• [Problem details]: For each line in the data below that has the word "roads", copy that line.

[[ Source material open ]]

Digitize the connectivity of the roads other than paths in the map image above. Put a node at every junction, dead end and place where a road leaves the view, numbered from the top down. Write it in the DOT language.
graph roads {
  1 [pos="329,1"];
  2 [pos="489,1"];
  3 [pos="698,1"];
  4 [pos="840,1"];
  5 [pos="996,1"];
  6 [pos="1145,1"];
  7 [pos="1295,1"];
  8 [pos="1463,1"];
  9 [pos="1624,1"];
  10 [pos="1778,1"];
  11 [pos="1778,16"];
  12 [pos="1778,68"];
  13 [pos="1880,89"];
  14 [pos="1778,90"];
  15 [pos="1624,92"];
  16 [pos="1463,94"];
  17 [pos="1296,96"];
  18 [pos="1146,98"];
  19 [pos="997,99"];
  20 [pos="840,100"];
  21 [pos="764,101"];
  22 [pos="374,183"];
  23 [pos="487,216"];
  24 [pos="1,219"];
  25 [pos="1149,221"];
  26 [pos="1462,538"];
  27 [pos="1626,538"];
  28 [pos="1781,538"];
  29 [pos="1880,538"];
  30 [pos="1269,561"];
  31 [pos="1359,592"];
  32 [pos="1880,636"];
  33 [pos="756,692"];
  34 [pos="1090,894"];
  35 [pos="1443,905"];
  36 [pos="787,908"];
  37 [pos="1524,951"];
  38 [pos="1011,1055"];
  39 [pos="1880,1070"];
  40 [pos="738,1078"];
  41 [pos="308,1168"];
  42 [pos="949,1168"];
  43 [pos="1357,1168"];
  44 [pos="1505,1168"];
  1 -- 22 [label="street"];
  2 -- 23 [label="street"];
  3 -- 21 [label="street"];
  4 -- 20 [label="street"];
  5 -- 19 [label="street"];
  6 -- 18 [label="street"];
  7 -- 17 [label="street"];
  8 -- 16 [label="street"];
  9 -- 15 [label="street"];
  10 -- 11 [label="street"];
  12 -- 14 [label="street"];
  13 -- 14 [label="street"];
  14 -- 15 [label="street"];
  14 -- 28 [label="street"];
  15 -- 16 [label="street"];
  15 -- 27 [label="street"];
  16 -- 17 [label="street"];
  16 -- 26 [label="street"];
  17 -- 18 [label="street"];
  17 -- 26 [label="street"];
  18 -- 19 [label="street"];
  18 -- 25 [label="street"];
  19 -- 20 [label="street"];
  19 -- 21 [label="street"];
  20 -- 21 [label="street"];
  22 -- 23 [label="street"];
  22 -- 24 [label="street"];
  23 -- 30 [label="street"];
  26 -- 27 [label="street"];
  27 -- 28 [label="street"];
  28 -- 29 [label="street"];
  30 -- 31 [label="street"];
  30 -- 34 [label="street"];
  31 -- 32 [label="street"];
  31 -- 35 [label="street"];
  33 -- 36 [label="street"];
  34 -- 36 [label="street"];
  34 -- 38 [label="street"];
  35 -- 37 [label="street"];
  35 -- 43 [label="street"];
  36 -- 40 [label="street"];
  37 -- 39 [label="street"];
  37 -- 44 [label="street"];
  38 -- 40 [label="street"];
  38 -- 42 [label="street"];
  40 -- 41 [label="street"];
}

[[ Source material closed ]]

• [Response below]:
Digitize the connectivity of the roads other than paths in the map image above. Put a node at every junction, dead end and place where a road leaves the view, numbered from the top down. Write it in the DOT language.
graph roads {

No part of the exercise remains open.